Bridge Bancorp, Inc. is a one bank holding company engaged in commercial banking and financial services through its wholly owned subsidiary, The Bridgehampton National Bank.  Established in 1910, the Bank, with assets of approximately $1.3 billion, and a primary market area of the North and South Forks of Eastern Long Island, extending westward into Brookhaven and Babylon Towns, operates 20 retail branch locations. Through this branch network and its electronic delivery channels, it provides deposit and loan products and financial services to local businesses, consumers and municipalities. Title insurance services are offered through the Bank’s wholly owned subsidiary, Bridge Abstract. Bridge Investment Services offers financial planning and investment consultation.

 

The Bridgehampton National Bank continues a rich tradition of involvement in the community by supporting programs and initiatives that promote local business, the environment, education, healthcare, social services and the arts.

 

Caution About Forward-Looking Statements.

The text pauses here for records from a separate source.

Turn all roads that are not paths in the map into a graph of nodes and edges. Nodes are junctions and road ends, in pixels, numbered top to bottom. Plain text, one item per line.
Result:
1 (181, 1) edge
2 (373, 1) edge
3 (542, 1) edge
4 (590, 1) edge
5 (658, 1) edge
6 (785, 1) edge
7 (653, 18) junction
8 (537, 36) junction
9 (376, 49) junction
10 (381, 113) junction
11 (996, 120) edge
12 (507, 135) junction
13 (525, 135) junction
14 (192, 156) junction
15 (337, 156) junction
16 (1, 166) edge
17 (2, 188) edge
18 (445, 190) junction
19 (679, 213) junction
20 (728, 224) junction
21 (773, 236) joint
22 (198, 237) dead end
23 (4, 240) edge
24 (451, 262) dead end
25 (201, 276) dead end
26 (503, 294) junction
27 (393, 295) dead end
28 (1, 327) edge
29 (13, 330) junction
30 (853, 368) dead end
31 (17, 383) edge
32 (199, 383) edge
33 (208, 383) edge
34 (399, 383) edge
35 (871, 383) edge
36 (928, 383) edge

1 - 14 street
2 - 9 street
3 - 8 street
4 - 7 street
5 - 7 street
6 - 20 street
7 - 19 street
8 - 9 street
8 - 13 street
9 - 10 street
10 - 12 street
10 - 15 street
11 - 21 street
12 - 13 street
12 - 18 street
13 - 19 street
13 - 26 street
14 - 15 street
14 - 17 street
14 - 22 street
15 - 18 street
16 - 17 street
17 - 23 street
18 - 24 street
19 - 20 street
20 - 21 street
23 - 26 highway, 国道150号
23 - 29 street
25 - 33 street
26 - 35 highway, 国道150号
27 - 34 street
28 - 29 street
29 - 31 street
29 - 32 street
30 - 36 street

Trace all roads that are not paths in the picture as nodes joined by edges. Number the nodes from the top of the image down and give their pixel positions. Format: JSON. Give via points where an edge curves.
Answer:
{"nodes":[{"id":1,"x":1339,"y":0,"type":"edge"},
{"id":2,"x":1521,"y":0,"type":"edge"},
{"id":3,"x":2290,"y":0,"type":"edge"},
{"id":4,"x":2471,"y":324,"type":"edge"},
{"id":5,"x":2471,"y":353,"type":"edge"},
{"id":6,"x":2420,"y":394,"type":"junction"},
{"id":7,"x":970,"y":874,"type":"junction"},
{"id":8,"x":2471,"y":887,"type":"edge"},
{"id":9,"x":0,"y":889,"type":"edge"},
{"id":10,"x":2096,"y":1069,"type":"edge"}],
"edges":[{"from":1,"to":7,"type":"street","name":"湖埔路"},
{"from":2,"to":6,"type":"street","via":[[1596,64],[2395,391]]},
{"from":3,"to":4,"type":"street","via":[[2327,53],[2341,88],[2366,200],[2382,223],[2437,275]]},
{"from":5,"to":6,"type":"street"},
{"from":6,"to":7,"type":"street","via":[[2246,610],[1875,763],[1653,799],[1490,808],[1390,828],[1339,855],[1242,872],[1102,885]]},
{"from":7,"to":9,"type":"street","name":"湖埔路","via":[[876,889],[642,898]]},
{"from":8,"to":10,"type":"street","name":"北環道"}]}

This report may contain statements relating to the future results of the Company (including certain projections and business trends) that are considered “forward-looking statements” as defined in the Private Securities Litigation Reform Act of 1995 (the “PSLRA”).  Such forward-looking statements, in addition to historical information, which involve risk and uncertainties, are based on the beliefs, assumptions and expectations of management of the Company.  Words such as “expects,”  “believes,”  “should,” “plans,” “anticipates,” “will,” “potential,” “could,” “intend,” “may,” “outlook,” “predict,” “project,” “would,” “estimated,” “assumes,” “likely,” and variation of such similar expressions are intended to identify such forward-looking statements.  Examples of forward-looking statements include, but are not limited to, expectations as to the sale of securities and the use of proceeds of the at-the-market offering.

 

Factors that could cause actual events or results to differ significantly from those described in the forward-looking statements include, but are not limited to those described in the cautionary language included under the heading “Risk Factors” in the Company’s Annual Report on Form 10-K for the fiscal year ended December 31, 2010, and those Risk Factors identified in the prospectus supplement and the related base prospectus in connection with this offering.